Eine Träne war meine Rettung

Inhalt

1. Allein in der Nacht

2. Kribbeln in den Fingerspitzen

3. Falsche Fährten

4. Mein Körper ist ein Gefängnis

5. Eine Geschichte von Verrückten

6. Die Fangzähne eines unbekannten Raubtieres

7. Guantánamo

8. Bald werde ich »abkratzen«

9. »Im Gedenken an unsere liebe Mama«

10. Hinter dem Vorhang

11. Elektronischer Aufruhr

12. Die Hellseherin

13. Die Träne

14. Der Alarm

15. Das Abc der Zärtlichkeit

16. Bicker – was?

17. Wo ist das Bällchen?

18. Eine Maschine

19. Folterstuhl

20. Das Bügelbrett

21. Der Kranke hinter der Krankheit

22. Atmen

23. Geschichten vom Wasser

24. Ein bisschen wie Benjamin Button

25. Lektion in »Leben«

26. »Ich liebe dich«

27. Kleine Misslichkeiten

28. Der Rückfall

29. Im Widerstand

30. Ein neuer Ausblick

31. Rückkehr zu den Ursprüngen

32. Sei gegrüßt, Frühling!

33. Vom Ende zum Anfang

34. Ein anderer Blick auf das Koma

35. Zeugnis ablegen

Danksagungen

Einleitung

Mein hauptsächliches Anliegen beim Schreiben dieses Buches war es, denjenigen zu Wort kommen zu lassen, dem die Medizin immer zu Diensten sein soll: den Patienten. Dieses Buch will weder eine medizinische Abhandlung noch ein Abenteuerroman oder eine Biographie sein, es ist die Geschichte eines Kampfes.

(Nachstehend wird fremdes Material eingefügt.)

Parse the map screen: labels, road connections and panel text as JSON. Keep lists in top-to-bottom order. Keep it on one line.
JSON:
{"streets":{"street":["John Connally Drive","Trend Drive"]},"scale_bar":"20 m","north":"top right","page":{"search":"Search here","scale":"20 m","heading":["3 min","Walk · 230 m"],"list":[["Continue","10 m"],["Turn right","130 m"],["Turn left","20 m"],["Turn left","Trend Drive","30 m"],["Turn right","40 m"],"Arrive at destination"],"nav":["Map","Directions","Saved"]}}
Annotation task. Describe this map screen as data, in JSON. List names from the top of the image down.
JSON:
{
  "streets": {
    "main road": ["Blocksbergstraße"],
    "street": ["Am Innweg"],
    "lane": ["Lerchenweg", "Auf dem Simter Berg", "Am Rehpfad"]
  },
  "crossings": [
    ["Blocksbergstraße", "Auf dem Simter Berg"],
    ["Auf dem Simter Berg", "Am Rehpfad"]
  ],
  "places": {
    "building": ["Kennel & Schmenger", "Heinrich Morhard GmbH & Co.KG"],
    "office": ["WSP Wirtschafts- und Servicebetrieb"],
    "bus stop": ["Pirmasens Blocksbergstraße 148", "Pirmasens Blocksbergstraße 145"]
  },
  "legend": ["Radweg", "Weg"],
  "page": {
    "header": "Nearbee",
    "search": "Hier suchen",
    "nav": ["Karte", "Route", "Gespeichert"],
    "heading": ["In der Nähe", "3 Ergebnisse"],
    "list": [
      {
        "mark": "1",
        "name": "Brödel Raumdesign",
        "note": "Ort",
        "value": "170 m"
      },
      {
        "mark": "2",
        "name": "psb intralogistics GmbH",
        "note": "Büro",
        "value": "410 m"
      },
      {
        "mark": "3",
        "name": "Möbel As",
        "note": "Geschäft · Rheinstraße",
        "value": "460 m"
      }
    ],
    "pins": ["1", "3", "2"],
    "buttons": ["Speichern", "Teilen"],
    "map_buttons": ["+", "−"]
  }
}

Eine solche Erzählung ist zwangsläufig einseitig und unvollständig. Ich stehe zwar im Zentrum dieser Geschichte, bin aber nicht immer – in gewisser Weise sogar selten – in der Lage, sie zu verstehen. Leider bin ich aber nicht die Einzige, die nicht alles verstanden hat! Trotzdem wird niemand bestreiten können, dass ich bei dem Thema, um das es im Folgenden geht, in ganz besonderem Maße als Zeugin auftreten kann. Im Kern handelt dieses Buch vom Leid in der Welt des Krankenhauses.

Immer wieder habe ich mich gefragt, was besser ist: vergessen oder Zeugnis ablegen? Alles noch einmal aufwärmen oder es hinter sich lassen? Alles vergraben oder noch einmal ausbreiten? Instinktiv neigt man wohl dazu, die schmerzlichsten Augenblicke aus dem Gedächtnis zu streichen, denn sie erschweren eine Rückkehr ins Leben.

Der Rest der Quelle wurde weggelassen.